“Yılbaşı gecesi işlenen bir cinayet… Tarlabaşı’nın arka sokaklarında bulunan bir erkek cesedi. Öldürülmüş erkeklerin en yakışıklısı, belki de en kötüsü. Karanlık sırların ortaya çıkardığı utanç verici bir gerçek. Gururlarının kurbanı olmuş erkekler, onların hayatlarını yaşamak zorunda olan kadınlar. Bu cinayetler yatağında, bu kötülükler bahçesinde, bu insan eti satılan can pazarında masumiyetini korumaya çalışan bir adam.
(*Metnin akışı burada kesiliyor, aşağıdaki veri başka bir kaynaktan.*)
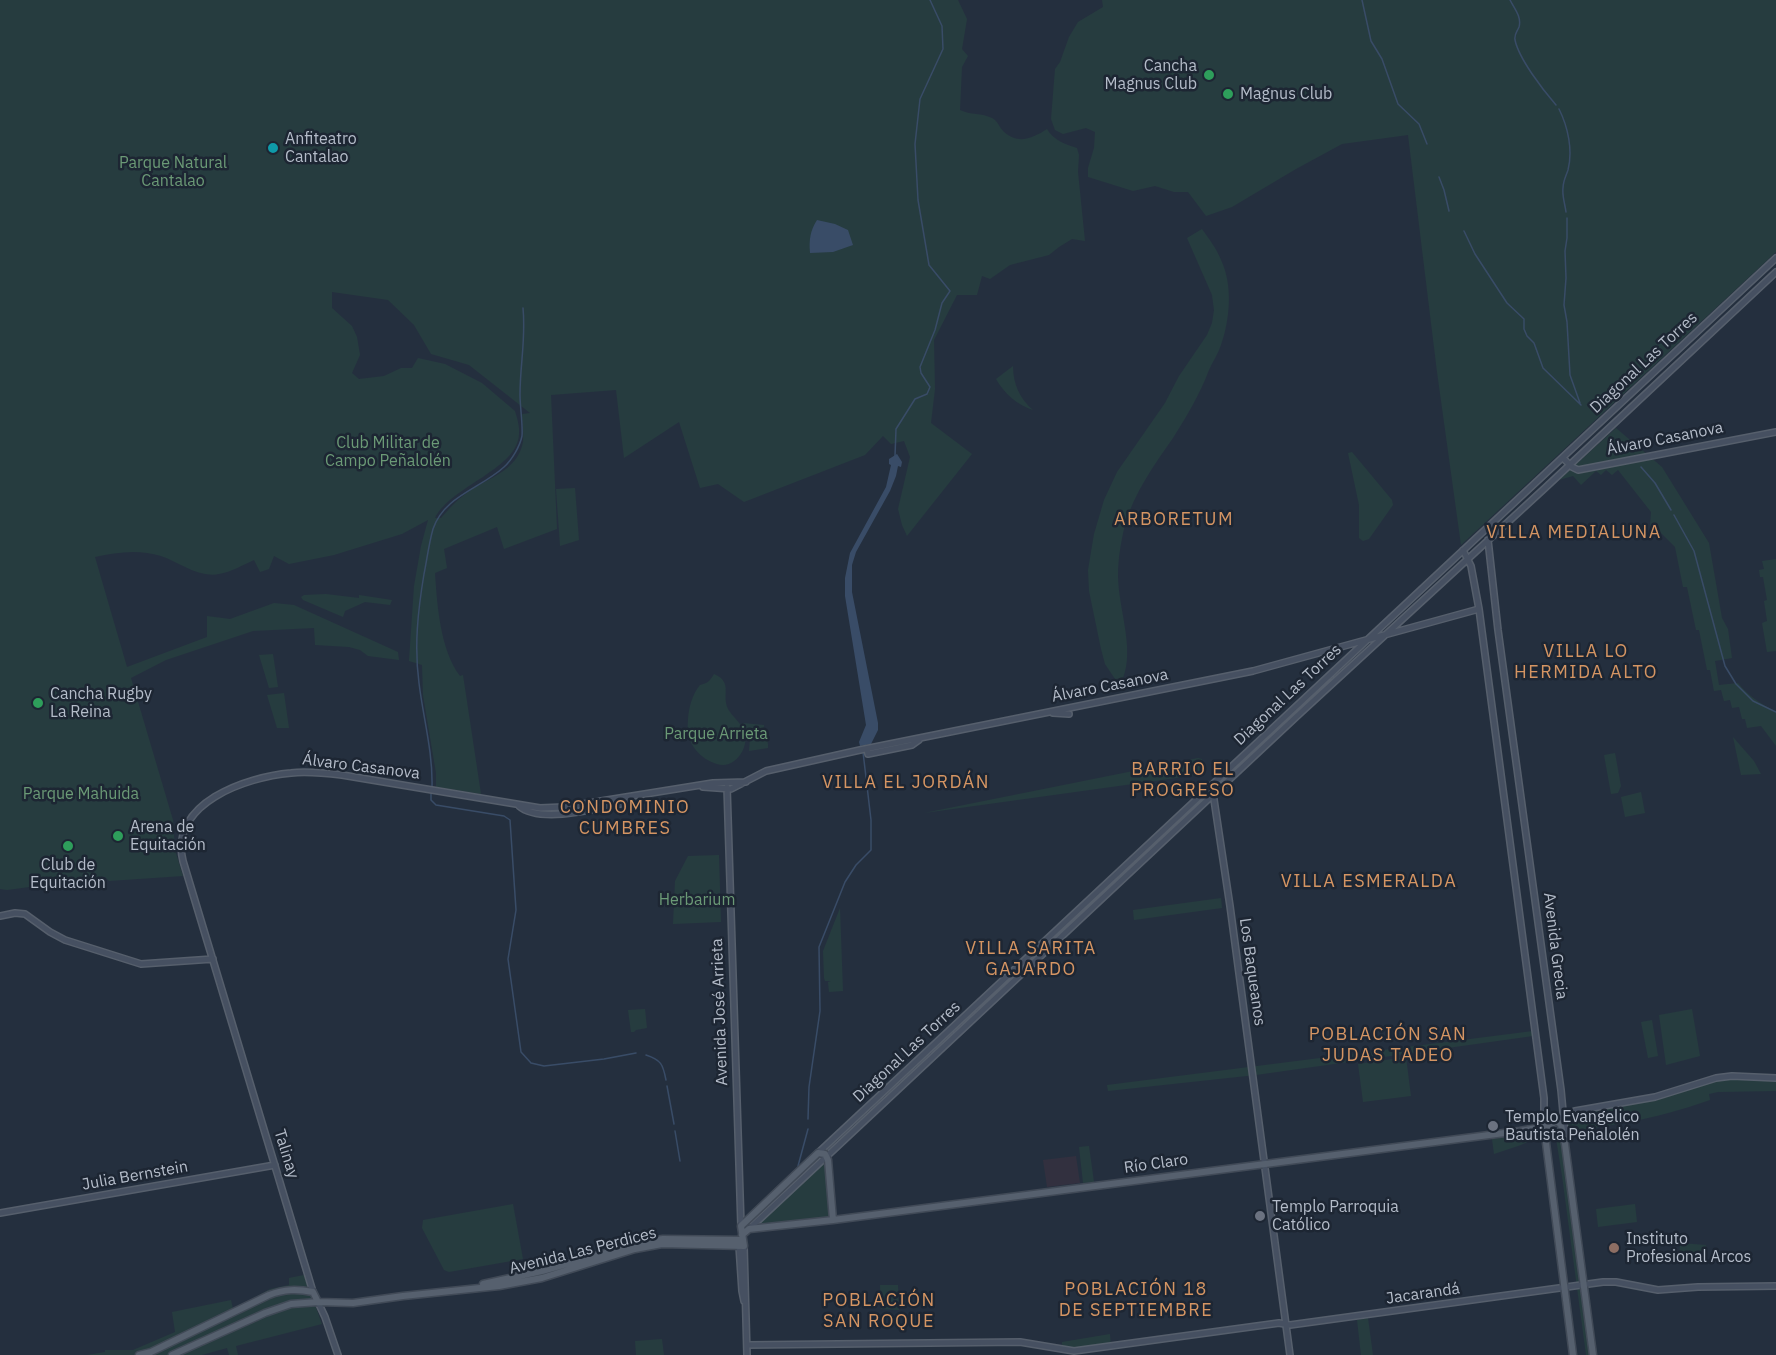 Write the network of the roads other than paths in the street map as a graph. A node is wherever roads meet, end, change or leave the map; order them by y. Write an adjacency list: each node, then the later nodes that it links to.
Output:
1 (1776, 258): 4 (street, Diagonal Las Torres)
2 (1776, 272): 3 (street, Diagonal Las Torres)
3 (1635, 403): 4 (street); 7 (street, Diagonal Las Torres)
4 (1620, 404): 6 (street, Diagonal Las Torres)
5 (1776, 432): 7 (street, Álvaro Casanova)
6 (1563, 458): 7 (street); 9 (street, Diagonal Las Torres)
7 (1569, 464): 8 (street, Diagonal Las Torres)
8 (1488, 540): 10 (street, Diagonal Las Torres); 26 (street, Avenida Grecia)
9 (1463, 550): 10 (street, Avenida Grecia); 13 (street, Diagonal Las Torres)
10 (1468, 559): 11 (street, Avenida Grecia); 12 (street, Diagonal Las Torres)
11 (1479, 609): 12 (street, Álvaro Casanova); 28 (street, Avenida Grecia)
12 (1386, 633): 13 (street, Álvaro Casanova); 22 (street, Diagonal Las Torres)
13 (1369, 638): 14 (street, Álvaro Casanova); 21 (street, Diagonal Las Torres)
14 (1308, 656): 15 (street); 16 (street, Álvaro Casanova)
15 (1310, 663)
16 (1042, 713): 17 (street); 18 (street, Álvaro Casanova)
17 (1069, 714)
18 (921, 738): 19 (street, Álvaro Casanova); 19 (street, Álvaro Casanova)
19 (865, 750): 20 (street, Álvaro Casanova)
20 (727, 786): 24 (street, Álvaro Casanova); 36 (street, Avenida José Arrieta)
21 (1211, 786): 22 (street, Los Baqueanos); 30 (street, Diagonal Las Torres)
22 (1213, 795): 31 (street, Diagonal Las Torres); 32 (street, Los Baqueanos)
23 (0, 916): 24 (street)
24 (213, 959): 33 (street, Talinay)
25 (1776, 1078): 26 (street)
26 (1564, 1116): 27 (street, Río Claro); 29 (street, Avenida Grecia)
27 (1557, 1121): 28 (main road, Río Claro); 29 (main road)
28 (1544, 1127): 32 (main road, Río Claro); 41 (main road, Avenida Grecia)
29 (1565, 1144): 39 (main road, Avenida Grecia)
30 (818, 1153): 31 (main road); 36 (main road, Diagonal Las Torres)
31 (827, 1156): 35 (main road); 37 (street, Diagonal Las Torres)
32 (1264, 1163): 35 (main road, Río Claro); 44 (street, Los Baqueanos)
33 (275, 1165): 34 (street, Julia Bernstein); 42 (street, Talinay)
34 (0, 1213)
35 (833, 1220): 37 (main road, Río Claro)
36 (741, 1226): 38 (main road, Avenida José Arrieta)
37 (749, 1229): 38 (main road, Diagonal Las Torres)
38 (742, 1242): 43 (main road, Avenida Las Perdices); 45 (street, Avenida José Arrieta)
39 (1584, 1285): 40 (street, Jacarandá); 41 (street, Jacarandá); 52 (main road, Avenida Grecia)
40 (1776, 1286)
41 (1564, 1288): 44 (street, Jacarandá); 51 (main road, Avenida Grecia)
42 (314, 1292): 43 (main road, Talinay); 46 (main road)
43 (318, 1302): 47 (main road, Avenida Las Perdices); 48 (street, Talinay)
44 (1286, 1324): 45 (street, Jacarandá); 50 (street, Los Baqueanos)
45 (747, 1345): 49 (street, Avenida José Arrieta)
46 (139, 1355)
47 (171, 1355)
48 (338, 1355)
49 (747, 1355)
50 (1290, 1355)
51 (1573, 1355)
52 (1593, 1355)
Bir zamanlar İstanbul’un en gözde yeri olan Beyoğlu’nun hazin hikayesi.”
Geçen sene neler okuduğumu şöyle bir düşündüm de, Ahmet Ümit göz kırptı hemen hafızamda. Fazla yoğun olduğum için çok nadir kitap okuyordum ve bir an canıma tak edip hemen bu kitabı almıştım. Daha sonra, Ahmet Ümit ile imza gününde harika bir sohbet etme şansını yakalamıştım. Hemen ayrı bir yer edinmişti ben de böylelikle.
Gelelim kitaba; Beyoğlu’nda yılbaşında işlenen bir cinayet. Ekibimiz tabii ki Başkomiser Nevzat, Ali ve Zeynep’ten oluşuyor.
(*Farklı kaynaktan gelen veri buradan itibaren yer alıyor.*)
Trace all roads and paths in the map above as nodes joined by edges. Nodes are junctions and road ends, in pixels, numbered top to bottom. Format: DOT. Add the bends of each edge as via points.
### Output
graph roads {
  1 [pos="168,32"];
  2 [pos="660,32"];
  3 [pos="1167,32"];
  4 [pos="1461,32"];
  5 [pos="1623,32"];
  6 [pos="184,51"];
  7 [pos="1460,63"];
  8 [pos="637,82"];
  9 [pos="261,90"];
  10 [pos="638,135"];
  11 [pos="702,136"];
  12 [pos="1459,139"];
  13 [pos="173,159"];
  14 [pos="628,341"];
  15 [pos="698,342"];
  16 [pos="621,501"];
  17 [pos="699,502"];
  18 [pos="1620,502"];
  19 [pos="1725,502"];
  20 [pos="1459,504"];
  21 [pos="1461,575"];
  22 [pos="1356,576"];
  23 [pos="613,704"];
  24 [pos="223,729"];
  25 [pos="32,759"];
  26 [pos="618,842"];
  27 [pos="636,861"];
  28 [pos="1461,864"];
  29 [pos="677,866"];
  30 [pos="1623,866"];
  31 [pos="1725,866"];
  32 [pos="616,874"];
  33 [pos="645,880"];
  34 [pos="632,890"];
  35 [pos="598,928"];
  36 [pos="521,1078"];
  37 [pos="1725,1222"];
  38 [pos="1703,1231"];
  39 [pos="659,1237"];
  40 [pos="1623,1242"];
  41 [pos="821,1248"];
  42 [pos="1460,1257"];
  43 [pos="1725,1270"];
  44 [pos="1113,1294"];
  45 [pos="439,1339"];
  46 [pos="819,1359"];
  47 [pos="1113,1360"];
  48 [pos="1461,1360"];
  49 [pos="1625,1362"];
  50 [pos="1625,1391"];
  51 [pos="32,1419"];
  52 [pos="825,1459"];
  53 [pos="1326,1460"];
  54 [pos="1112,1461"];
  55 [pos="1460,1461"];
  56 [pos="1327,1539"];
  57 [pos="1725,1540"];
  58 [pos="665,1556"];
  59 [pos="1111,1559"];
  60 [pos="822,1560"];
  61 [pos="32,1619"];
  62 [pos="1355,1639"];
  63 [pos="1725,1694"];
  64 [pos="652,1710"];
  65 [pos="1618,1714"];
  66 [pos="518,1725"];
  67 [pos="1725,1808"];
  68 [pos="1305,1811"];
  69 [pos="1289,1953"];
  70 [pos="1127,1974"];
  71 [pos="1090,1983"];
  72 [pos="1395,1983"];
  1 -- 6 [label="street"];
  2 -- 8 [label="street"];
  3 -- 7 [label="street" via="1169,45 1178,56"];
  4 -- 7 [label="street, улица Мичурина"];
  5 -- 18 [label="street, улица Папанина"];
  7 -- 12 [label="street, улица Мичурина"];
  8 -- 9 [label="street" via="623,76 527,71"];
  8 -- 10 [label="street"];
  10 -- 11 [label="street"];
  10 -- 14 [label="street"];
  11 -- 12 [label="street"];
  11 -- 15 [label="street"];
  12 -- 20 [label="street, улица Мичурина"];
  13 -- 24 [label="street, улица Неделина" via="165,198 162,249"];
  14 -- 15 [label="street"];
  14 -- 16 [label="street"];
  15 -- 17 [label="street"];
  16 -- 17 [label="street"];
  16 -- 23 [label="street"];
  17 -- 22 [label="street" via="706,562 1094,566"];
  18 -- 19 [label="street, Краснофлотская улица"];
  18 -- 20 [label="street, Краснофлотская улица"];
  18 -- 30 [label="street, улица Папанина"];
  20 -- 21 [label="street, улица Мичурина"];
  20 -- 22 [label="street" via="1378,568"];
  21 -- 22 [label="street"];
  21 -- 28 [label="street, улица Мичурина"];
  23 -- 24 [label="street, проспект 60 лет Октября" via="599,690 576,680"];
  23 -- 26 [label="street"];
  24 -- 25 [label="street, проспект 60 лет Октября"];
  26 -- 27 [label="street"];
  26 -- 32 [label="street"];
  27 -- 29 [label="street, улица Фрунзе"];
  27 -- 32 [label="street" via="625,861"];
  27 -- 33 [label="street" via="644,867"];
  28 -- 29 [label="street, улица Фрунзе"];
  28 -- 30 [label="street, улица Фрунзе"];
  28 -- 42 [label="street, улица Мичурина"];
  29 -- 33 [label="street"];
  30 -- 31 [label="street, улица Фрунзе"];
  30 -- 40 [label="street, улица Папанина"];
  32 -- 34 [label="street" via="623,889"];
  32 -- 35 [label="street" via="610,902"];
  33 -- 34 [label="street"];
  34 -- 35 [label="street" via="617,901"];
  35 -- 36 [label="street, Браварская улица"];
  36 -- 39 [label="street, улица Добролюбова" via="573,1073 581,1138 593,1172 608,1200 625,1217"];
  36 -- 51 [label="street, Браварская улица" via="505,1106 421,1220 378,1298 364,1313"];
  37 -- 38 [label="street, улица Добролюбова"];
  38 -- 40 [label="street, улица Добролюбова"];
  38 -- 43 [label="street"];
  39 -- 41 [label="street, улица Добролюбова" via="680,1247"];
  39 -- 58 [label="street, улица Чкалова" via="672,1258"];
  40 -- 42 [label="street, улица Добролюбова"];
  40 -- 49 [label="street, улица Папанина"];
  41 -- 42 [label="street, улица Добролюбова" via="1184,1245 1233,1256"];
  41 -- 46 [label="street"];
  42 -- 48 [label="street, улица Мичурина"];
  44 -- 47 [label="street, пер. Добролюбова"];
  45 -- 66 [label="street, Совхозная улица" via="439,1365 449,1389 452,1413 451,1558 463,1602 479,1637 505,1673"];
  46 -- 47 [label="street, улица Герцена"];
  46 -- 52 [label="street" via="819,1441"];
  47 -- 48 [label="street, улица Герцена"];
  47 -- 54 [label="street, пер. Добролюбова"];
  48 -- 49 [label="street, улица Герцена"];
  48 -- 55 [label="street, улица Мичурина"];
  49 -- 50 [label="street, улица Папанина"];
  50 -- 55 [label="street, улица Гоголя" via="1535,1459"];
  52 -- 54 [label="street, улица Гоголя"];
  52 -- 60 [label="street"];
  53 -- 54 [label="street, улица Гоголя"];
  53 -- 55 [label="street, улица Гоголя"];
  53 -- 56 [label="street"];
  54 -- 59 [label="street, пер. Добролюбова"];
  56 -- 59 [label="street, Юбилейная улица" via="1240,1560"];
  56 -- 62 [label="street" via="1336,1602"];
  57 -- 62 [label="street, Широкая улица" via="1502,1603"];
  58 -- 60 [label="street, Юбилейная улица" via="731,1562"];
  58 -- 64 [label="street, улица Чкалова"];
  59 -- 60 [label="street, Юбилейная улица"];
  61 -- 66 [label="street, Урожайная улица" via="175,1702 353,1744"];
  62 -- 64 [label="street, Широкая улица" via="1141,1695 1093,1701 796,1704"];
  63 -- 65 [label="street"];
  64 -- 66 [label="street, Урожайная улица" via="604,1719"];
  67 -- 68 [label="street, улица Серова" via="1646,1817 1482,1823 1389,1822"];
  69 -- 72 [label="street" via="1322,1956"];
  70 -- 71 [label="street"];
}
Kitabı okurken Beyoğlu’nun sokaklarında dolaşıp, Tarlabaşı’nın ruhunu hissederek işlenen cinayeti araştırıyorsunuz. Sonrasında sıkıntılardan kaçıp siz de Evgenia’nın yanına sığınıyorsunuz.
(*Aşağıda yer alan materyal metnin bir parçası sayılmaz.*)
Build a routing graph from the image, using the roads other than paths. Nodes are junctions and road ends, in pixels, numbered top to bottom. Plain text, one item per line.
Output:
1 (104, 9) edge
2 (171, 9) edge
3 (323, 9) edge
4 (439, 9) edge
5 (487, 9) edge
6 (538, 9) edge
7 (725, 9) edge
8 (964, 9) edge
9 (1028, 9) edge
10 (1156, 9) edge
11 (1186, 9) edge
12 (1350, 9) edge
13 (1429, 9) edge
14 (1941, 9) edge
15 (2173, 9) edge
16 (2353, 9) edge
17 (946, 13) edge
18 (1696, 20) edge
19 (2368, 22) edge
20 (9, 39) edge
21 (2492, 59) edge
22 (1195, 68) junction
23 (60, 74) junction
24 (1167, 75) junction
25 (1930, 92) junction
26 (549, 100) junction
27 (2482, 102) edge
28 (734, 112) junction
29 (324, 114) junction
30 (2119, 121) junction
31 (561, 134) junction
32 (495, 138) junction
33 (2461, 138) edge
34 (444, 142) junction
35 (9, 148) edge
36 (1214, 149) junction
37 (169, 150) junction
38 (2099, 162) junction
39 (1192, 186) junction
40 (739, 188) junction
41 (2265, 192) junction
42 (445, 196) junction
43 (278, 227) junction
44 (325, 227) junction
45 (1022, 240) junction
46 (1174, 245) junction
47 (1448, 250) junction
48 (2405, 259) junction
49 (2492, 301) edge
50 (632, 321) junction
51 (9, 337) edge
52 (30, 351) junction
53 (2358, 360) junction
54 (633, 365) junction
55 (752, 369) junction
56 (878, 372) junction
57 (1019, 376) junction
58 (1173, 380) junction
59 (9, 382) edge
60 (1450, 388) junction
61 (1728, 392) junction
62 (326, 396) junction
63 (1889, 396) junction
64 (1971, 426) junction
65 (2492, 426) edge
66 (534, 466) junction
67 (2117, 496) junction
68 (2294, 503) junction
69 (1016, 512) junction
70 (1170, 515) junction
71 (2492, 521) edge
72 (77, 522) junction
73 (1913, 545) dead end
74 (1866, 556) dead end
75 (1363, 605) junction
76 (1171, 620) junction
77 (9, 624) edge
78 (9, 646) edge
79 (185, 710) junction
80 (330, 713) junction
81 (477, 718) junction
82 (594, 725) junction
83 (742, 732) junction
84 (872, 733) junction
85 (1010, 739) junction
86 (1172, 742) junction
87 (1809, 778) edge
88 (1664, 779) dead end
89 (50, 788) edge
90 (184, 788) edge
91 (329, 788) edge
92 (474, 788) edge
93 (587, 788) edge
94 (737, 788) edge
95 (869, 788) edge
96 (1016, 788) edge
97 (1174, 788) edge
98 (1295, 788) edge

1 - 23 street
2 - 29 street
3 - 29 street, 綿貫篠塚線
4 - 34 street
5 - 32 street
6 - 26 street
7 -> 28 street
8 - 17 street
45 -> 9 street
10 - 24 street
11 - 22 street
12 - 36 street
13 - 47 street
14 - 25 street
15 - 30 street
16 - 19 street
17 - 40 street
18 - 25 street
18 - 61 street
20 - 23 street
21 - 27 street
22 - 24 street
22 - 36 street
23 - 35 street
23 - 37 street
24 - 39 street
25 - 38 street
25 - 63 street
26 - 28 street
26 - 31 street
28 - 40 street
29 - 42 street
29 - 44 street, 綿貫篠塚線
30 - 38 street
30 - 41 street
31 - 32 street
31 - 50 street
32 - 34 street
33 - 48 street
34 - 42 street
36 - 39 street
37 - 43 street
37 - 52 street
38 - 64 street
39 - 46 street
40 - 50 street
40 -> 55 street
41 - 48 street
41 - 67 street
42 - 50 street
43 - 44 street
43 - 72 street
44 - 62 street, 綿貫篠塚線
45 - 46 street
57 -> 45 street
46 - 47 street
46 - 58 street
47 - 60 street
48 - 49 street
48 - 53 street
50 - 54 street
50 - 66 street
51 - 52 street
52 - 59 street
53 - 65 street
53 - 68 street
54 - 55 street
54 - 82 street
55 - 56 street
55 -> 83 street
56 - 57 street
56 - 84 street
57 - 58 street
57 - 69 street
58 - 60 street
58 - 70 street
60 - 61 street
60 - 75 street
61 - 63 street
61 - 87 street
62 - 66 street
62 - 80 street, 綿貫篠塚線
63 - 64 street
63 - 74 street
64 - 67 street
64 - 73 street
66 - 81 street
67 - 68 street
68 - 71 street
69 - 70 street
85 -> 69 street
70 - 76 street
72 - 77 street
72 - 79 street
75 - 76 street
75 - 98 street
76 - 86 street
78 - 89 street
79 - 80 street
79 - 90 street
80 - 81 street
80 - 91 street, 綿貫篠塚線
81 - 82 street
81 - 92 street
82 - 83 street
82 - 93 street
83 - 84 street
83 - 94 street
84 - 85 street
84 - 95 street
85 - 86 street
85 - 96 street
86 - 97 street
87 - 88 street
“Beni de seviyordu… Belki kendi de bilmiyordu, ama seviyordu. Nerden anladın diyeceksiniz? Kadınlar anlar.”
Gündelik hayata dair nice çocukların, kadınların, insanların hayatlarına dokunuyor bu kitap. Yaşamın tarifsiz detayları ama kabullendiğimiz o gerçekleri bu satırlarda görmek mümkün.
“Kendine haksızlık etme, insanlar o kadar korkunç ki senin merakın, onların vahşetinin yanında çok masum kalır.”
Olayla ilgili detay vermek istemiyorum, ben okurken çok keyif almıştım, satırlarda gözlerim kayarken bir yandan cinayeti çözme çabam çok hoşuma gitmişti. Kimi okuyucular kitabı okurken cinayeti çözdüğüm için devamı beni sıkmıştı dese de, Ahmet Ümit’in ilk okuduğum kitabı olduğu için bende yeri farklı bu kitabın.